To illustrate, consider estimating the power-law exponent on the relationship between species number and land area.

Species = fetchData("http://www.math.smith.edu/~bbaumer/mth247/SpeciesArea.csv")
plotPoints(Species ~ Area, data=Species)

plot of chunk unnamed-chunk-2

The model we seek to fit is \[ \mathrm{Species} = a \mathrm{Area}^b \;. \] Judging from the shape of the graph, Species goes roughly as the square-root of area, so use \( b=0.5 \) as the initial guess for the nonlinear parameter. Finding the parameters is a straightforward application of fitModel:

SpeciesModel = fitModel( Species ~ a*Area^b, 
          data=Species, 
          start=list(b=.5) )
SpeciesModel
## function (Area, b = 0.256503447940427, a = 4.10981633631802) 
## a * Area^b
## <environment: 0x103b576e0>
## attr(,"coefficients")
##      b      a 
## 0.2565 4.1098
coef(SpeciesModel)  # if we just want the coeffiecients
##      b      a 
## 0.2565 4.1098

It looks like a fourth-root model is appropriate. But how precise is the estimate of the coefficient \( b \)?

Estimating parameter precision

We begin by repeating what is above, but wrapping it in curly braces.
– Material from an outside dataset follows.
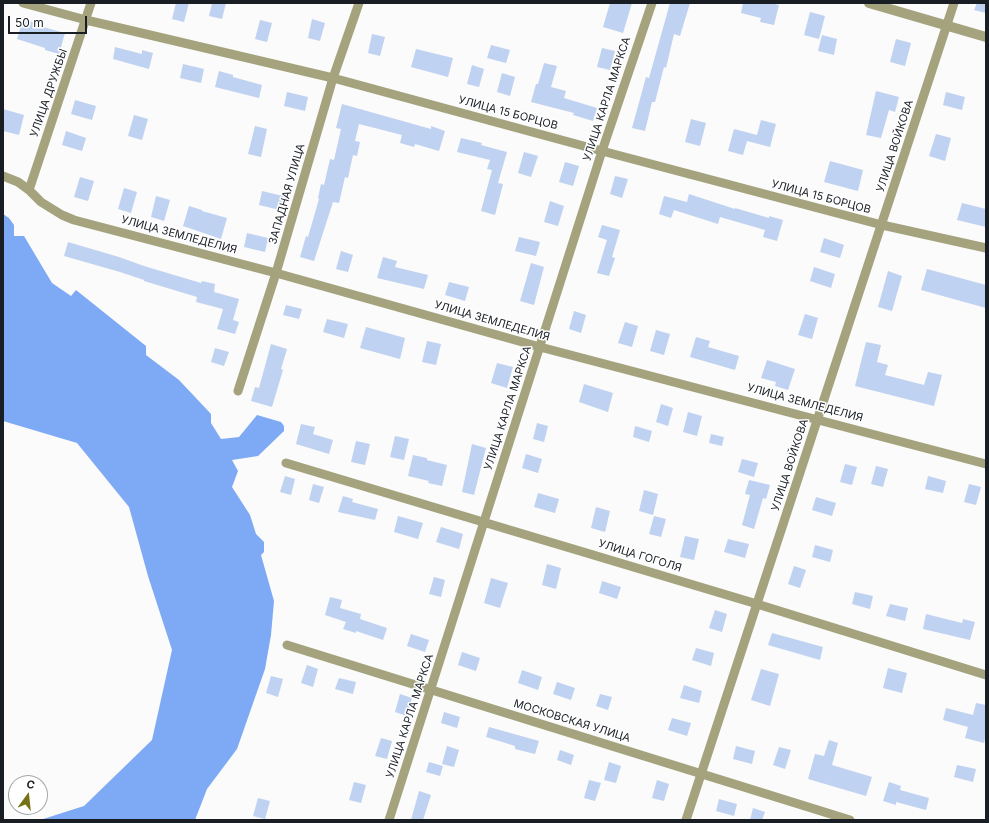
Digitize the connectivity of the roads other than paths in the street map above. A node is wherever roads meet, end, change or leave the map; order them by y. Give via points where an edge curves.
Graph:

This tells R to treat the entire code block as a single expression. We'll make use of this in the next step.

{ SpeciesModel = fitModel( Species ~ a*Area^b, 
                  data=Species, 
                  start=list(b=.5) )
coef(SpeciesModel)
}
##      b      a 
## 0.2565 4.1098

Apply resampling and iterate

Creating a resampling distribution is straightforward once we have gotten this far. Edit the code above as follows:

ResamplingDist = do(500)*
  { SpeciesModel = fitModel( Species ~ a*Area^b, 
                  data=resample(Species), 
                  start=list(b=.5) )
              coef(SpeciesModel) 
  }

Now we have a set of 500 resampling realizations. We begin by looking at the variability in our estimated power graphically.

densityplot( ~ b, data=ResamplingDist )  # we could also have done a histogram

plot of chunk unnamed-chunk-6

plotPoints( b ~ a, data=ResamplingDist)  
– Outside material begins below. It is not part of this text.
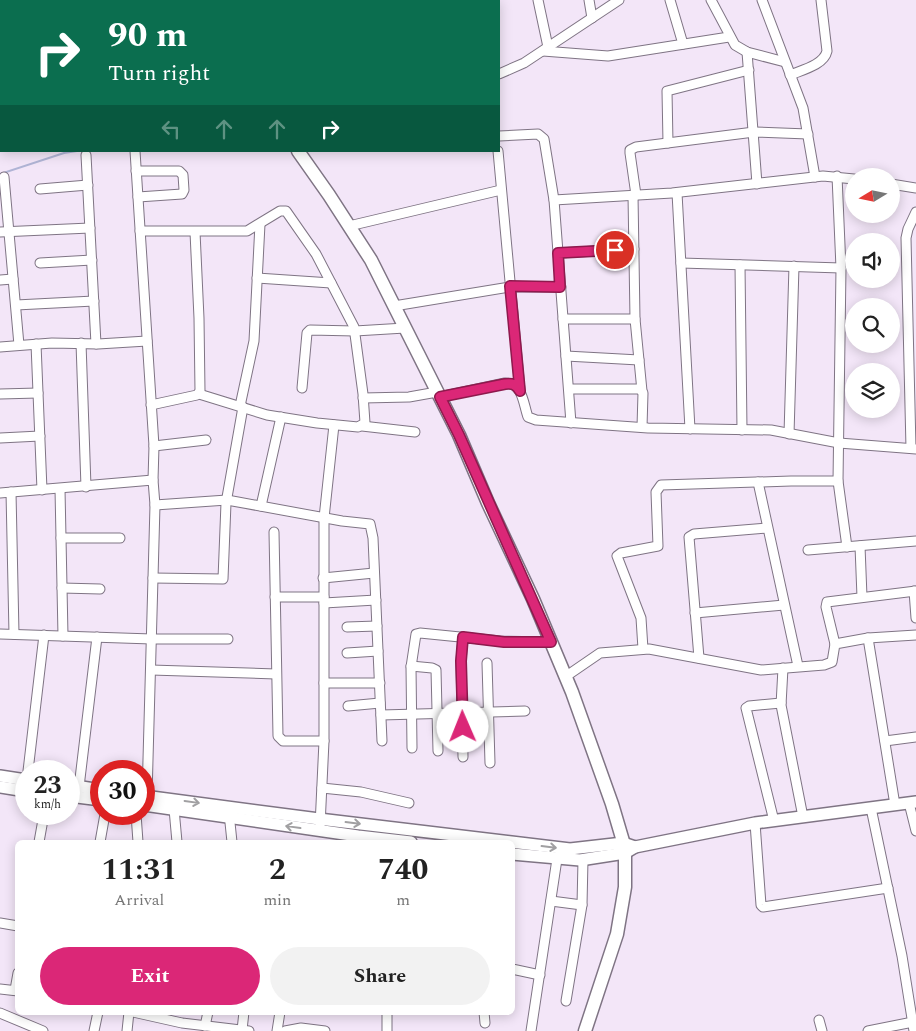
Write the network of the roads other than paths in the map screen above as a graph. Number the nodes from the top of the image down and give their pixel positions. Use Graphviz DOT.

plot of chunk unnamed-chunk-6

Notice that the coefficient estimates are not independent of each other.

One common way to quantify sampling variability is with the standard error. The standard error is simply the standard deviation of the sampling distribution, which we can estimate using our resampling distribution.

sd( ~ b, data=ResamplingDist )
## [1] 0.02109

Another standard way to present the precision is with a confidence interval.
For instance, to find the 95% confidence interval, use confint.

confint(ResamplingDist)
##   name  lower  upper
## 1    b 0.2114 0.2943
## 2    a 2.4933 6.0975

A 95% confidence (when based on normal distribution theory) stretches roughly 2 standard errors in each direction from the estimate.

se <- sd( ~b, data=ResamplingDist )
coef(SpeciesModel)['b'] + c(-1,1) * 2 * se
## [1] 0.2327 0.3171

Alternatively, we could take the middle 95% of the samping distribution as our interval.

qdata(c(0.025,0.975), b, data=ResamplingDist)
##   2.5%  97.5% 
## 0.1886 0.2838

Using the model to make predictions

A point estimate

Suppose that we were interested in predicting the number of species in a land with area \( 2 \times 10^6 \) km2. This would be an extrapolation, and extrapolations are generally unreliable, but here goes …

The procedure is essentially the same as before, but now we compute an estimated response from our model rather that estimated coefficients.

First we do this with our original data to get a point estimate, a single number that is our best guess but does not reveal anything about its precision.

{ SpeciesModel = fitModel( Species ~ a*Area^b, 
                  data=Species, 
                  start=list(b=.5) )
SpeciesModel( Area=2e6 ) 
}
## [1] 169.8

Interval estimates via resampling

Now we would like to get an interval estimate via resampling.

ResamplingDist2 = do(500)*
  { SpeciesModel = fitModel( Species ~ a*Area^b, 
                  data=resample(Species), 
                  start=list(b=.5) )
              SpeciesModel(2e6) 
  }

Now we have a set of 500 resampling realizations.

densityplot( ~ result, data=ResamplingDist2)

plot of chunk unnamed-chunk-13

To find the 95% confidence interval, use confint.

confint(ResamplingDist2)
##     name lower upper
## 1 result 135.9 198.3

Your turn

Fit a model to data of your own choosing. Give point and interval estimates for the parameters of your model and for an estimated response produced by your model. You might like to return to Eyeballing Parameters for some exmple data sets and models.